Under Te Ara Pōtiki, interns will be placed at overseas start-ups for up to 12 months, beginning with a cohort at agritech start-ups in the US. The programme seeks to foster Māori innovation by partnering with organisations that have existing capability and connections in the space.
It’s expected that that Te Ara Pōtiki will support around 22 interns over five years through a combination of MBIE funding and partner contributions. It will open for applications later in 2023.
Ngā Puanga Pūtaiao is a short-term fellowship scheme designed to support early-to-mid-career Māori and Pacific researchers. The Minister says priority will be given to researchers in the areas of science, technology, engineering and mathematics (STEM). The initiative will be administered by the Royal Society Te Apārangi.
MBIE is working with the Royal Society Te Apārangi to determine criteria and a timeline for delivering the fellowships, which will determine how many fellows can be chosen.

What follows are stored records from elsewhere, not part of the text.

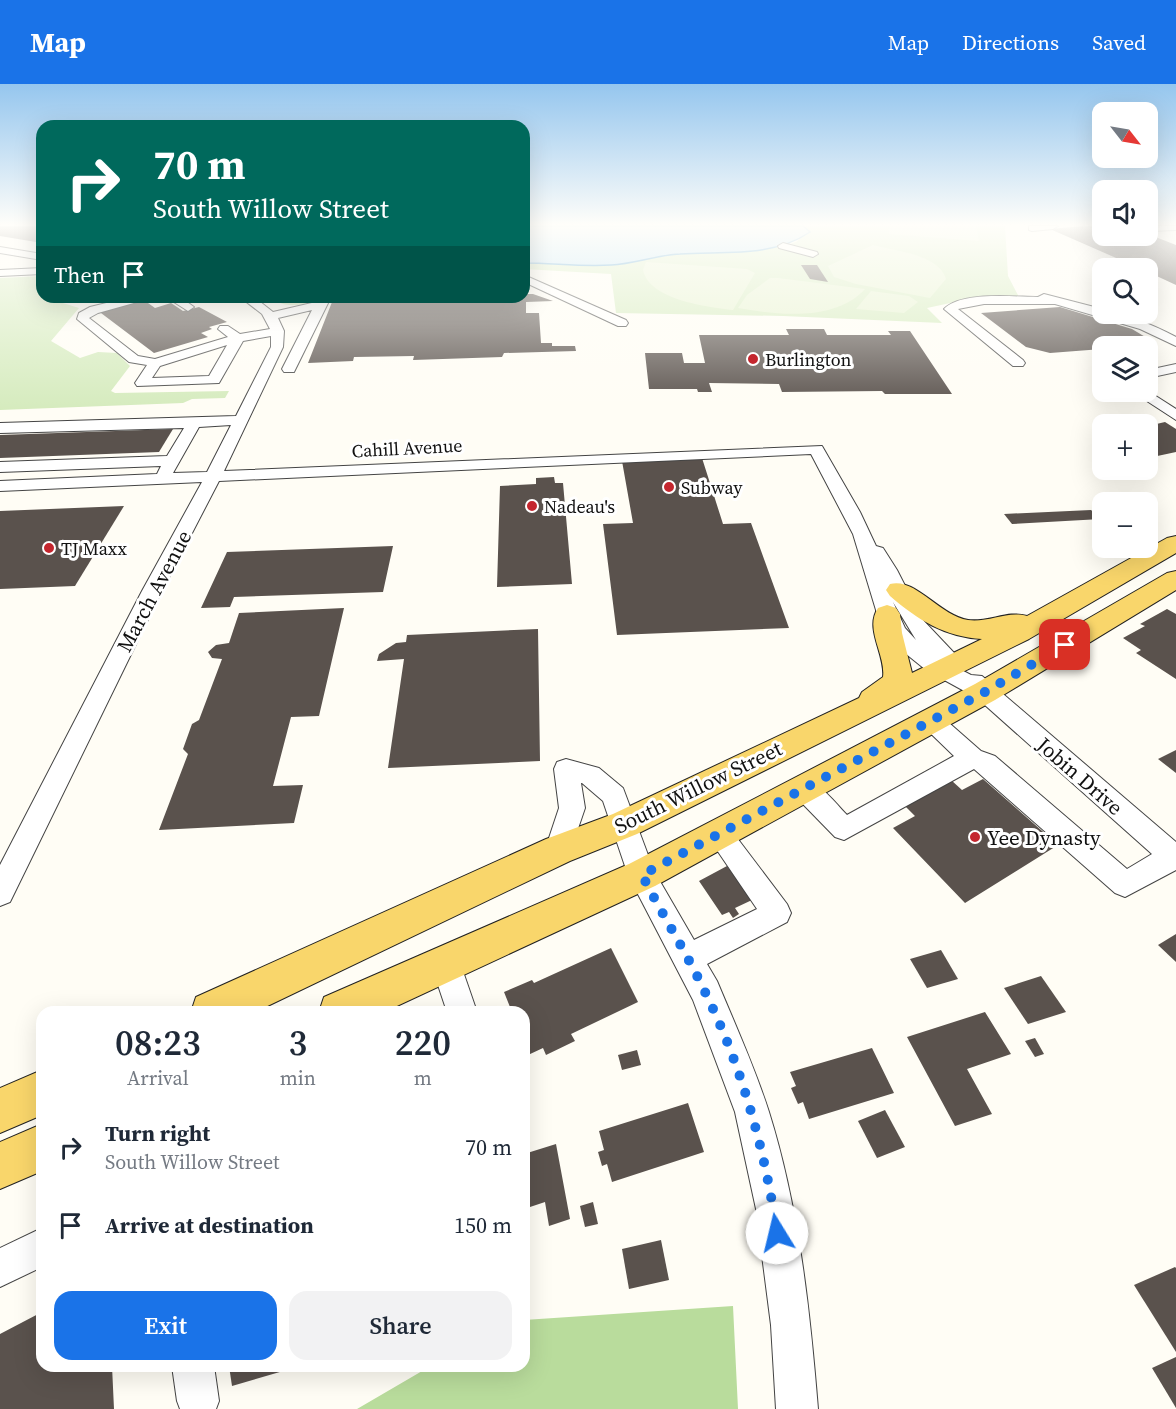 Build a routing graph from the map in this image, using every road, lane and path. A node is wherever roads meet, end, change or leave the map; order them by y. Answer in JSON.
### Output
{"nodes":[{"id":1,"x":545,"y":288,"type":"edge"},
{"id":2,"x":1035,"y":295,"type":"dead end"},
{"id":3,"x":1058,"y":300,"type":"junction"},
{"id":4,"x":121,"y":303,"type":"edge"},
{"id":5,"x":182,"y":303,"type":"edge"},
{"id":6,"x":257,"y":303,"type":"edge"},
{"id":7,"x":316,"y":303,"type":"edge"},
{"id":8,"x":322,"y":303,"type":"edge"},
{"id":9,"x":188,"y":307,"type":"dead end"},
{"id":10,"x":1092,"y":310,"type":"edge"},
{"id":11,"x":271,"y":316,"type":"junction"},
{"id":12,"x":622,"y":323,"type":"dead end"},
{"id":13,"x":1138,"y":324,"type":"edge"},
{"id":14,"x":220,"y":327,"type":"dead end"},
{"id":15,"x":278,"y":331,"type":"junction"},
{"id":16,"x":238,"y":338,"type":"junction"},
{"id":17,"x":1176,"y":342,"type":"edge"},
{"id":18,"x":154,"y":363,"type":"junction"},
{"id":19,"x":1018,"y":363,"type":"dead end"},
{"id":20,"x":1176,"y":368,"type":"edge"},
{"id":21,"x":289,"y":369,"type":"dead end"},
{"id":22,"x":1158,"y":372,"type":"edge"},
{"id":23,"x":1155,"y":402,"type":"edge"},
{"id":24,"x":1176,"y":416,"type":"edge"},
{"id":25,"x":241,"y":420,"type":"junction"},
{"id":26,"x":194,"y":423,"type":"junction"},
{"id":27,"x":0,"y":428,"type":"edge"},
{"id":28,"x":172,"y":460,"type":"junction"},
{"id":29,"x":0,"y":467,"type":"edge"},
{"id":30,"x":212,"y":477,"type":"junction"},
{"id":31,"x":161,"y":479,"type":"junction"},
{"id":32,"x":0,"y":486,"type":"edge"},
{"id":33,"x":862,"y":535,"type":"junction"},
{"id":34,"x":1176,"y":543,"type":"edge"},
{"id":35,"x":1176,"y":579,"type":"edge"},
{"id":36,"x":1075,"y":600,"type":"junction"},
{"id":37,"x":893,"y":602,"type":"junction"},
{"id":38,"x":950,"y":667,"type":"junction"},
{"id":39,"x":985,"y":692,"type":"junction"},
{"id":40,"x":855,"y":712,"type":"junction"},
{"id":41,"x":932,"y":721,"type":"junction"},
{"id":42,"x":972,"y":758,"type":"junction"},
{"id":43,"x":804,"y":789,"type":"junction"},
{"id":44,"x":625,"y":824,"type":"junction"},
{"id":45,"x":719,"y":834,"type":"junction"},
{"id":46,"x":558,"y":850,"type":"junction"},
{"id":47,"x":1175,"y":857,"type":"edge"},
{"id":48,"x":642,"y":875,"type":"junction"},
{"id":49,"x":0,"y":893,"type":"edge"},
{"id":50,"x":687,"y":959,"type":"junction"},
{"id":51,"x":446,"y":964,"type":"junction"},
{"id":52,"x":225,"y":1006,"type":"edge"},
{"id":53,"x":363,"y":1006,"type":"edge"},
{"id":54,"x":460,"y":1006,"type":"edge"},
{"id":55,"x":36,"y":1095,"type":"edge"},
{"id":56,"x":0,"y":1111,"type":"edge"},
{"id":57,"x":36,"y":1150,"type":"edge"},
{"id":58,"x":0,"y":1166,"type":"edge"},
{"id":59,"x":36,"y":1250,"type":"edge"},
{"id":60,"x":0,"y":1268,"type":"edge"},
{"id":61,"x":797,"y":1409,"type":"edge"}],
"edges":[{"from":1,"to":12,"type":"street"},
{"from":2,"to":3,"type":"street"},
{"from":3,"to":10,"type":"street"},
{"from":3,"to":19,"type":"street"},
{"from":4,"to":18,"type":"street"},
{"from":5,"to":9,"type":"street"},
{"from":6,"to":11,"type":"street"},
{"from":7,"to":11,"type":"street"},
{"from":8,"to":21,"type":"street"},
{"from":11,"to":15,"type":"street"},
{"from":13,"to":17,"type":"street"},
{"from":14,"to":16,"type":"street"},
{"from":15,"to":16,"type":"street"},
{"from":15,"to":25,"type":"street","name":"March Avenue"},
{"from":16,"to":18,"type":"street"},
{"from":16,"to":18,"type":"street"},
{"from":20,"to":22,"type":"street"},
{"from":23,"to":24,"type":"street"},
{"from":25,"to":26,"type":"street"},
{"from":25,"to":30,"type":"street","name":"March Avenue"},
{"from":26,"to":27,"type":"street"},
{"from":26,"to":28,"type":"street"},
{"from":28,"to":29,"type":"street"},
{"from":28,"to":31,"type":"street"},
{"from":30,"to":31,"type":"street","name":"Cahill Avenue"},
{"from":30,"to":33,"type":"street","name":"Cahill Avenue"},
{"from":30,"to":49,"type":"street","name":"March Avenue"},
{"from":31,"to":32,"type":"street","name":"Cahill Avenue"},
{"from":33,"to":37,"type":"street"},
{"from":33,"to":37,"type":"street"},
{"from":34,"to":36,"type":"main road","name":"South Willow Street"},
{"from":35,"to":39,"type":"main road"},
{"from":36,"to":37,"type":"main road"},
{"from":36,"to":38,"type":"main road","name":"South Willow Street"},
{"from":37,"to":38,"type":"street","name":"Jobin Drive"},
{"from":37,"to":40,"type":"main road"},
{"from":38,"to":39,"type":"street","name":"Jobin Drive"},
{"from":38,"to":40,"type":"main road","name":"South Willow Street"},
{"from":39,"to":41,"type":"main road"},
{"from":39,"to":47,"type":"street","name":"Jobin Drive"},
{"from":40,"to":44,"type":"main road","name":"South Willow Street"},
{"from":41,"to":42,"type":"street"},
{"from":41,"to":43,"type":"main road"},
{"from":42,"to":43,"type":"street"},
{"from":42,"to":47,"type":"street"},
{"from":43,"to":45,"type":"main road"},
{"from":44,"to":46,"type":"main road","name":"South Willow Street"},
{"from":44,"to":46,"type":"street"},
{"from":44,"to":48,"type":"street"},
{"from":45,"to":48,"type":"main road"},
{"from":45,"to":50,"type":"street"},
{"from":46,"to":52,"type":"main road","name":"South Willow Street"},
{"from":48,"to":50,"type":"street"},
{"from":48,"to":51,"type":"main road"},
{"from":50,"to":61,"type":"street"},
{"from":51,"to":53,"type":"main road"},
{"from":51,"to":54,"type":"street"},
{"from":55,"to":56,"type":"main road"},
{"from":57,"to":58,"type":"main road"},
{"from":59,"to":60,"type":"street"}]}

“Through Te Ara Paerangi – Future Pathways, the New Zealand Government has committed to building a future-focused research, science and innovation system that understands and responds to Te Tiriti obligations and opportunities, enables mātauranga Māori and gives life to the research aspirations of Māori and Pacific Peoples,” said Dr Verrall.
He tipu ka hua will provide up to $6 million per year for up to three Māori-led research programmes or platforms with terms of up to five years.
He aka ka toro will provide $4 million per annum to Māori organisations to determine how they want to develop their own internal capability and capacity to engage with the research, science and innovation system.
Full details and eligibility criteria for the Ngā Puanga Pūtaiao Fellowships and Te Ara Pōtiki Internships are currently in development however fellowship applications will support early-to-mid-career Māori and Pacific researchers, working primarily in the fields of science, technology, engineering and mathematics (STEM).